[BRLTTY] Issue linking brlapi and orca.

Dave Mielke dave at mielke.cc
Sat Sep 16 21:04:01 EDT 2017


[quoted lines by Didier Spaier on 2017/09/15 at 20:10 +0200]

>Does that implies that the braille device should be connected before
>booting? Or will this work if the device is connected after the daemon
>has started?

You should be able to connect the braille device at any time - even long after 
the boot has completed. I believe that both orca and xbrlapi (assuimg that 
you're using recent releases) automatically retry until the BrlAPI server is 
available. Of course, you should verify this as I'm not 100% sure.

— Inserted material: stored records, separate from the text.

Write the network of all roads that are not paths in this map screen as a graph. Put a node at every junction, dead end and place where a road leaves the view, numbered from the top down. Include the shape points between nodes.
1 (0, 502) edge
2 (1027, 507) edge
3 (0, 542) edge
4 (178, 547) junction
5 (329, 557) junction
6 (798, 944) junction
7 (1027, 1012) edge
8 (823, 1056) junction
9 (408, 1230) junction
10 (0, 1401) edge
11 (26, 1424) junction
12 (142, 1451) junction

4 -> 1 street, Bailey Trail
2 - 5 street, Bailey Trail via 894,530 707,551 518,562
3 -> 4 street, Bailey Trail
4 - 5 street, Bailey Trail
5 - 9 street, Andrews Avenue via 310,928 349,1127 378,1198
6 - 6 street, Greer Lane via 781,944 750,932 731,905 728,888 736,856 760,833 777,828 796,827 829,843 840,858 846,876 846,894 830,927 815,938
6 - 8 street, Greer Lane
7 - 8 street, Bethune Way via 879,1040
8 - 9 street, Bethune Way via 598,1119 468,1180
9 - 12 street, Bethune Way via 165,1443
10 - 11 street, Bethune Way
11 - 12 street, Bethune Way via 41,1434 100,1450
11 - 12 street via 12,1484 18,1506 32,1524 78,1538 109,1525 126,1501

What I've said is true for USB devices, assuming that you're using brltty's 
udev rules, because connecting a USB braille device automatically starts a 
brltty process dedicated to that device. For Bluetooth and/or serial devices, 
however, you'll need an additional brltty process that's started during the 
boot and stays running. Enabling brltty.target (assuimg you're using systemd) 
will do this.

>Also, I had first commented all lines under:
>Application Programming Interface Parameters in /etc/brltty.conf
>and I assume that this is not safe.

I'm not sure what you mean. I'm suspecting that you mean "uncommented" (not 
"commented"). Doing that is only unsafe if any of those lines specifies 
something you don't want. In general, those commented lines show what the 
defaults are.

>Currently I include this code snippet in brltty's post-install script:
>---
>if [ ! -f etc/brlapi.key ]; then
>	chmod 755 usr/sbin/brltty-genkey
>	usr/sbin/brltty-genkey etc/brlapi.key
>	usr/bin/chgrp braille etc/brlapi.key
>	chmod 640 etc/brlapi.key
>fi
>---

In my opinion, you should be using absolute paths. This code is assuming that 
the current directory is /, which may well be true, but it shouldn't be 
assuming it. It's just my opinion, of course, but I really think you should add 
the leading slashes.

I think you should be invoking brltty-genkey by just its name - not by its path 
- and letting the shell find it wherever it is. 

I think that you shouldn't be using chmod to make it executable. Firstly, it 
should simply already have been installed that way. Secondly, an administrator 
may want the freedom to make it unexecutable as a way to disable it.

>I assume that this fits the setting below in /etc/brtty.conf:
>api-parameters Auth=group:braille

No. That parameter means that the client eitehr needs to be in the braille 
group or have braille as one of its supplementary groups. If that's true then 
the file (brlapi.key) won't even be checked.

>If, say, I am more lenient and allow all local connections like this:
>api-parameters Host=:0

This parameter has nothing to do with authorization (Host= isn't Auth=). It's 
specifying that the server will be waiting on the port for BrlAPI session #0. 
Specifying Host= is usually only ever necessary when you're running more than 
one brltty process.

>Then could I have root:root own /etc/brlapi.key and make it 644?

YOu could do that, but that'd remove all restrictions. Also, if that's what you 
really want then it's simpler to specify Auth=none.

>Is the increased security allowing only members of the braille group
>worthwile? 

If it's your own system, and only you and maybe other trustworthy people use 
it, then sure. I wouldn't dare be to casual with anyone else's system, though.

>Bear in mind that I am searching a convenient default
>setting for Slint, that the admin could of course change after
>installation.

This comes down to personal opinion. Is it better to have no security and place 
the responsibility on the administrator to remember to tighten it up, or is it 
better to be reasonably secure while allowing an administrator to loosen it up. 
It's your decision.

-- 
Dave Mielke           | 2213 Fox Crescent | http://Mielke.cc/
Phone: 1-613-726-0014 | Ottawa, Ontario   | http://Mielke.cc/bible/
EMail: Dave at Mielke.cc | Canada  K2A 1H7   | The Bible is the very Word of God.